By Andy Zahn
When I was twelve
years old, I found a book while digging through the spider infested boxes in
our garage. It was called 100 hikes in the South Cascades and Olympics by Harvey Manning and Ira Spring. Ten years later, my
collection has expanded to over 70 books covering trails in every corner of the
mountains of the West Coast. One of my projects during the long dreary months
of this winter was to move all my books from a sagging, overburdened shelf to a
new set of shelves. In the process, I realized that just as these books shaped
the shelf, they have shaped many aspects of my life.
I was drawn into 100
Hikes, at first, by Ira Spring’s incredible photography. The photos brought
to mind scenes from The Lord of the Rings: a photo of High Rock Lookout perched
atop precipitous cliffs, Flapjack Lakes, placid beneath the menacing crags of Sawtooth
Ridge. Peaks and lakes, alpine tundra and ancient forests – all reminded me of
the fantastic lands where heroes trod. I would read Harvey Manning’s descriptions
and stare at the marvelous places recorded there, imagining my own epic
journeys into the wilderness.
I read voraciously, poring over every hiking
book I could get my hands on, memorizing each hike until I could recite word
for word the descriptions of every trail in the South Cascade Mountains. My
family was less than appreciative of my constant hiking babble. They would
complain yet more when the only way to get me to be quiet was to be dragged out
into the wilderness with nothing but a guide book to lead us. Not all of our
trips were great successes. On one trip, we hiked into Bluff Lake and spent the
night bailing water out of our tents! After a number of similarly “memorable”
trips, the rest of my family have become fair weather hikers, but my attitudes
seem to have more in common with another of my favorite outdoor writers,
Patrick McManus, who wrote: "Half the fun of camping in
those days was looking forward to getting back home. When you did get back home
you prolonged the enjoyment of the trip by telling all your friends how
miserable you had been.
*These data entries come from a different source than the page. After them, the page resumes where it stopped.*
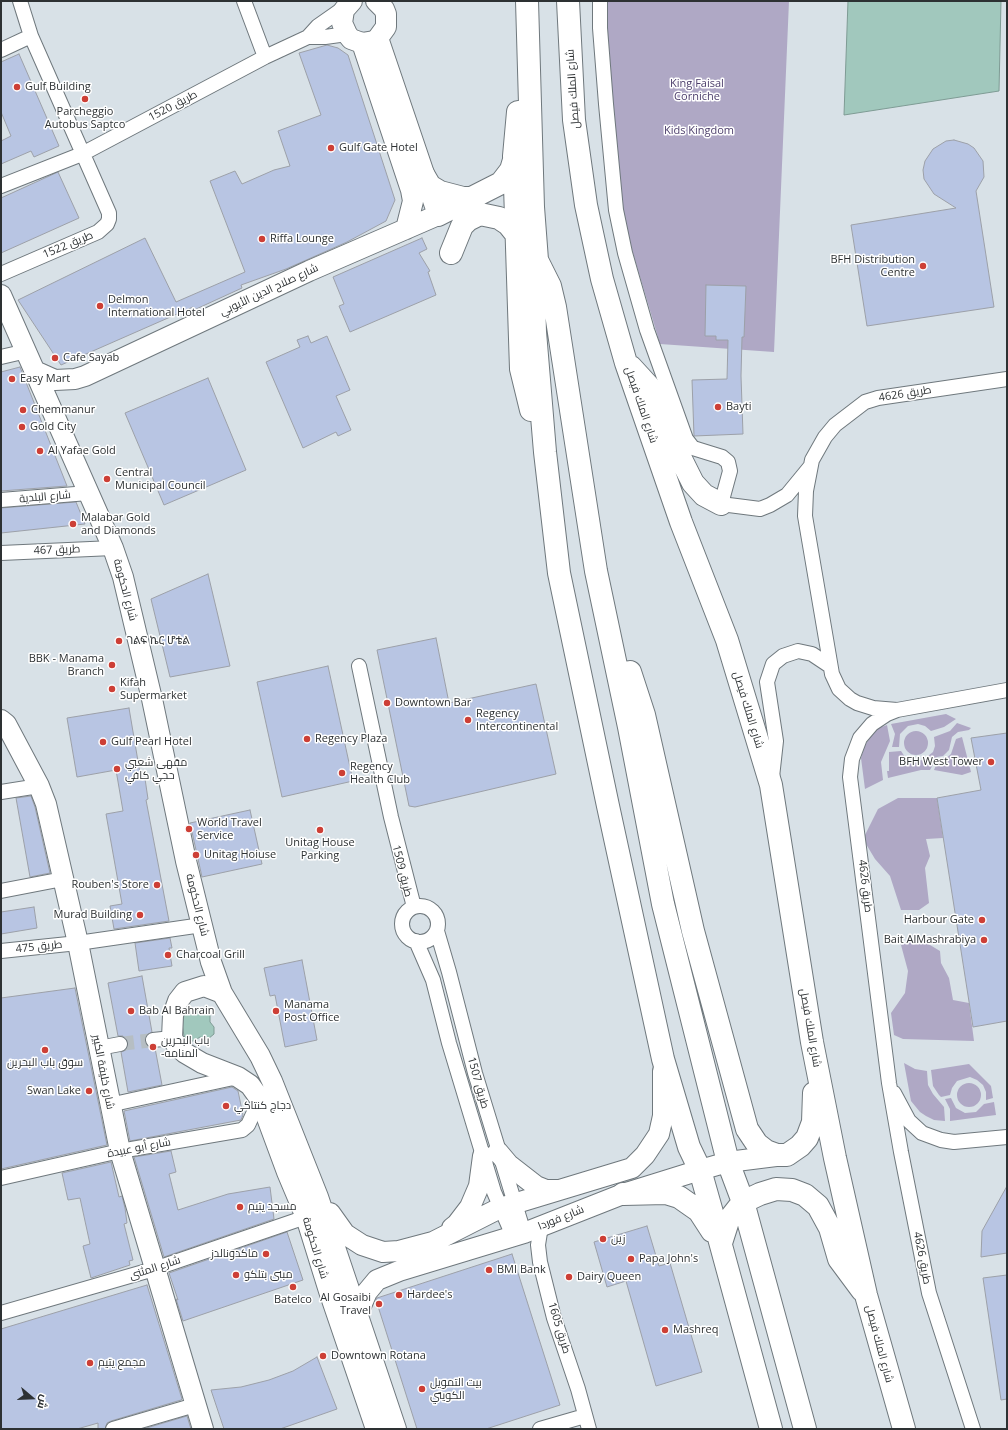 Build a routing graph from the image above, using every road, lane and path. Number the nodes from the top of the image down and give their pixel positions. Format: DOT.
graph roads {
  1 [pos="20,1"];
  2 [pos="244,1"];
  3 [pos="376,1"];
  4 [pos="568,1"];
  5 [pos="600,1"];
  6 [pos="350,3"];
  7 [pos="527,3"];
  8 [pos="31,36"];
  9 [pos="308,37"];
  10 [pos="362,38"];
  11 [pos="1,50"];
  12 [pos="265,57"];
  13 [pos="82,154"];
  14 [pos="514,156"];
  15 [pos="423,174"];
  16 [pos="1,186"];
  17 [pos="474,198"];
  18 [pos="438,215"];
  19 [pos="406,229"];
  20 [pos="516,234"];
  21 [pos="451,253"];
  22 [pos="537,260"];
  23 [pos="1,274"];
  24 [pos="1,295"];
  25 [pos="27,351"];
  26 [pos="1,357"];
  27 [pos="626,363"];
  28 [pos="35,371"];
  29 [pos="1007,379"];
  30 [pos="545,452"];
  31 [pos="810,466"];
  32 [pos="88,493"];
  33 [pos="1,500"];
  34 [pos="721,504"];
  35 [pos="113,548"];
  36 [pos="1,553"];
  37 [pos="596,571"];
  38 [pos="359,666"];
  39 [pos="830,666"];
  40 [pos="1007,690"];
  41 [pos="897,710"];
  42 [pos="1,720"];
  43 [pos="771,785"];
  44 [pos="39,786"];
  45 [pos="1,792"];
  46 [pos="63,879"];
  47 [pos="1,891"];
  48 [pos="413,908"];
  49 [pos="202,925"];
  50 [pos="437,931"];
  51 [pos="416,942"];
  52 [pos="78,943"];
  53 [pos="1,951"];
  54 [pos="222,994"];
  55 [pos="812,1042"];
  56 [pos="120,1044"];
  57 [pos="98,1048"];
  58 [pos="663,1059"];
  59 [pos="238,1077"];
  60 [pos="889,1083"];
  61 [pos="260,1099"];
  62 [pos="109,1105"];
  63 [pos="1007,1137"];
  64 [pos="120,1151"];
  65 [pos="490,1154"];
  66 [pos="787,1155"];
  67 [pos="728,1162"];
  68 [pos="700,1170"];
  69 [pos="1,1178"];
  70 [pos="619,1184"];
  71 [pos="562,1190"];
  72 [pos="318,1197"];
  73 [pos="743,1202"];
  74 [pos="507,1206"];
  75 [pos="306,1217"];
  76 [pos="526,1232"];
  77 [pos="433,1242"];
  78 [pos="721,1243"];
  79 [pos="154,1269"];
  80 [pos="866,1296"];
  81 [pos="1,1313"];
  82 [pos="357,1315"];
  83 [pos="195,1406"];
  84 [pos="587,1423"];
  85 [pos="113,1429"];
  86 [pos="203,1429"];
  87 [pos="376,1429"];
  88 [pos="396,1429"];
  89 [pos="540,1429"];
  90 [pos="771,1429"];
  91 [pos="805,1429"];
  92 [pos="904,1429"];
  93 [pos="973,1429"];
  1 -- 8 [label="street, طريق 1522"];
  2 -- 12 [label="street"];
  3 -- 10 [label="main road"];
  4 -- 27 [label="highway, شارع الملك فيصل"];
  5 -- 34 [label="street"];
  6 -- 9 [label="street, طريق 1520"];
  6 -- 10 [label="main road"];
  7 -- 14 [label="highway"];
  7 -- 22 [label="highway"];
  8 -- 11 [label="street"];
  8 -- 13 [label="street, طريق 1522"];
  9 -- 10 [label="street, طريق 1520"];
  9 -- 12 [label="street, طريق 1520"];
  10 -- 15 [label="main road"];
  10 -- 19 [label="main road"];
  12 -- 13 [label="street, طريق 1520"];
  13 -- 16 [label="street"];
  13 -- 23 [label="street, طريق 1522"];
  14 -- 17 [label="highway"];
  14 -- 20 [label="highway"];
  15 -- 17 [label="highway"];
  15 -- 18 [label="main road"];
  17 -- 18 [label="highway"];
  18 -- 19 [label="main road, شارع صلاح الدين الأيوبي"];
  19 -- 28 [label="main road, شارع صلاح الدين الأيوبي"];
  20 -- 21 [label="highway"];
  20 -- 30 [label="highway"];
  22 -- 30 [label="highway"];
  22 -- 37 [label="highway"];
  24 -- 25 [label="main road, شارع الحكومة"];
  25 -- 26 [label="street"];
  25 -- 28 [label="main road, شارع الحكومة"];
  27 -- 34 [label="highway"];
  27 -- 43 [label="highway, شارع الملك فيصل"];
  28 -- 32 [label="main road, شارع الحكومة"];
  29 -- 31 [label="street, طريق 4626"];
  30 -- 58 [label="highway"];
  31 -- 34 [label="street, طريق 4626"];
  31 -- 39 [label="street, طريق 4626"];
  32 -- 33 [label="street, شارع البلدية"];
  32 -- 35 [label="main road, شارع الحكومة"];
  35 -- 36 [label="street, طريق 467"];
  35 -- 49 [label="main road, شارع الحكومة"];
  37 -- 66 [label="highway"];
  37 -- 67 [label="highway"];
  38 -- 48 [label="street, طريق 1509"];
  39 -- 41 [label="street, طريق 4626"];
  39 -- 43 [label="street"];
  40 -- 41 [label="street, طريق 4626"];
  41 -- 60 [label="street, طريق 4626"];
  42 -- 44 [label="main road, شارع خليفة الكبير"];
  43 -- 55 [label="highway, شارع الملك فيصل"];
  44 -- 45 [label="street"];
  44 -- 46 [label="main road, شارع خليفة الكبير"];
  46 -- 47 [label="street"];
  46 -- 52 [label="main road, شارع خليفة الكبير"];
  48 -- 50 [label="street"];
  48 -- 51 [label="street"];
  49 -- 52 [label="street, طريق 475"];
  49 -- 54 [label="main road, شارع الحكومة"];
  50 -- 51 [label="street"];
  50 -- 65 [label="street, طريق 1507"];
  51 -- 65 [label="street, طريق 1507"];
  52 -- 53 [label="street, طريق 475"];
  52 -- 57 [label="main road, شارع خليفة الكبير"];
  54 -- 59 [label="main road, شارع الحكومة"];
  54 -- 72 [label="main road, شارع الحكومة"];
  55 -- 66 [label="highway"];
  55 -- 80 [label="highway, شارع الملك فيصل"];
  56 -- 57 [label="street"];
  57 -- 62 [label="main road, شارع خليفة الكبير"];
  58 -- 68 [label="highway"];
  58 -- 70 [label="main road"];
  59 -- 61 [label="main road, شارع الحكومة"];
  59 -- 62 [label="street"];
  60 -- 63 [label="street, طريق 4626"];
  60 -- 93 [label="street, طريق 4626"];
  61 -- 64 [label="street, شارع أبو عبيدة"];
  61 -- 75 [label="main road, شارع الحكومة"];
  62 -- 64 [label="main road, شارع خليفة الكبير"];
  64 -- 69 [label="street, شارع أبو عبيدة"];
  64 -- 79 [label="main road, شارع خليفة الكبير"];
  65 -- 71 [label="main road"];
  65 -- 74 [label="street, طريق 1507"];
  65 -- 77 [label="main road"];
  66 -- 67 [label="main road, شارع فوردا"];
  67 -- 68 [label="main road, شارع فوردا"];
  67 -- 73 [label="highway"];
  68 -- 70 [label="main road, شارع فوردا"];
  68 -- 78 [label="highway"];
  70 -- 71 [label="main road, شارع فوردا"];
  70 -- 76 [label="main road, شارع فوردا"];
  70 -- 78 [label="highway"];
  71 -- 74 [label="main road, شارع فوردا"];
  72 -- 77 [label="main road, شارع فوردا"];
  72 -- 82 [label="main road, شارع الحكومة"];
  73 -- 78 [label="highway"];
  73 -- 80 [label="highway"];
  73 -- 91 [label="highway"];
  74 -- 76 [label="street, طريق 1507"];
  74 -- 77 [label="main road, شارع فوردا"];
  75 -- 79 [label="street, شارع المثنى"];
  75 -- 87 [label="main road, شارع الحكومة"];
  76 -- 82 [label="main road, شارع فوردا"];
  76 -- 84 [label="street, طريق 1605"];
  78 -- 90 [label="highway"];
  79 -- 81 [label="street, شارع المثنى"];
  79 -- 83 [label="main road, شارع خليفة الكبير"];
  80 -- 92 [label="highway, شارع الملك فيصل"];
  82 -- 88 [label="main road, شارع الحكومة"];
  83 -- 85 [label="street"];
  83 -- 86 [label="main road, شارع خليفة الكبير"];
  84 -- 89 [label="street"];
}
The more you talked about the miseries of life in the
woods the more you wanted to get back out there and start suffering again.
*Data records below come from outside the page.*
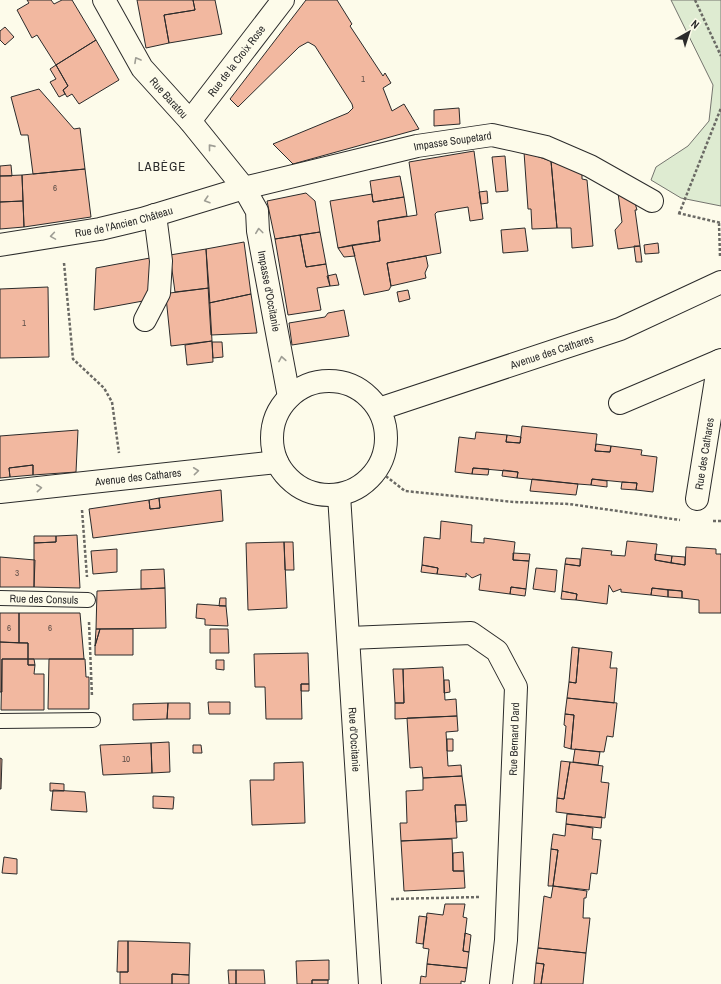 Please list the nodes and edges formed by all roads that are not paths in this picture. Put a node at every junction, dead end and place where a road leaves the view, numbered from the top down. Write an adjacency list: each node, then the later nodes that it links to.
1 (104, 0): 3 (street, Rue Baratou, one-way to 1)
2 (283, 0): 3 (street, Rue de la Croix Rose)
3 (190, 121): 4 (street, Rue Baratou, one-way to 3)
4 (244, 188): 5 (street, Impasse Soupetard); 6 (street, Rue de l'Ancien Château, one-way to 6); 11 (street, Impasse d'Occitanie, one-way to 4)
5 (652, 201)
6 (155, 215): 7 (street, Rue de l'Ancien Château, one-way to 7); 9 (street)
7 (0, 244)
8 (721, 282): 13 (street, Avenue des Cathares)
9 (145, 320)
10 (720, 360): 12 (street, Rue des Cathares); 17 (street, Rue des Cathares)
11 (289, 397): 13 (street); 14 (street)
12 (620, 403)
13 (379, 409): 16 (street)
14 (277, 462): 15 (street, Avenue des Cathares, one-way to 14); 16 (street)
15 (0, 492)
16 (339, 495): 20 (street, Rue d'Occitanie)
17 (697, 499)
18 (0, 598): 19 (lane, Rue des Consuls)
19 (88, 600)
20 (349, 638): 23 (street, Rue d'Occitanie); 24 (street, Rue Bernard Dard)
21 (93, 720): 22 (lane)
22 (0, 721)
23 (370, 984)
24 (501, 984)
Camping was a fine and pleasant misery"[i]
Hiking
books have not only guided my feet, but have also shaped some of my ideas and
opinions. Harvey Manning’s writing imparted in me a desire to explore and
protect the wild backcountry of the world. Manning wrote about hiking trails in
order to get people to go there, so that they, too, would want to protect the
trails and the lands they passed through. According to Manning, "Your feet have information, direct
boot-on-trail knowledge of the earth"[ii],
and "Your Feet bones are
connected to the leg bones, leg bones to the hip bones, hip bones to the backbones,
backbones to the head bones, head bones to the letter-writing finger bones.”[iii]
These ideas have driven my desire to emulate him and write about the wilderness
in order to help save it. He and Patrick McManus have further influenced me to
make abundant use of exaggeration in order to make a point. One of my favorite
descriptions by Manning was written when he was especially annoyed by horse
traffic on hiking trails: "The
cavalry rides through this region in numbers approaching the squadrons of Phil
Sheridan, Jeb Stuart, and the Cossacks, and where trails are wet, horses churn
the soil to mud and a hiker may simply sink out of sight in black muck and
nevermore be seen"[iv]
As I put the last of my hiking books onto
their new shelves, one tumbles to the floor. It happens to fall open to a page
featuring a panorama of the Alpine Lakes Peaks: Summit Chief, Mt. Daniel,
Mt.Hinman, their craggy heights rising over a small lake glittering in a verdant
forest valley. It strikes me that summer
isn’t very far away, and maybe it’s time to start planning this year’s hikes.
Soon the shelves are empty once again and books are strewn around me in a
haphazard circle; my portal to the mountain kingdoms, currently still locked in
the icy grip of winter. In my mind the flowers are already pushing their way up
through the snow drifts, their scent already welling up from beneath the deep
powder blanketing the meadows. I fancy I can hear the snow melting from here…….
GI Joe scales a mountain of literature! |
[iv] Manning
H. (1985). 100 Hikes in the South Cascades and Olympics. Seattle WA: The
Mountaineers. PG. 79.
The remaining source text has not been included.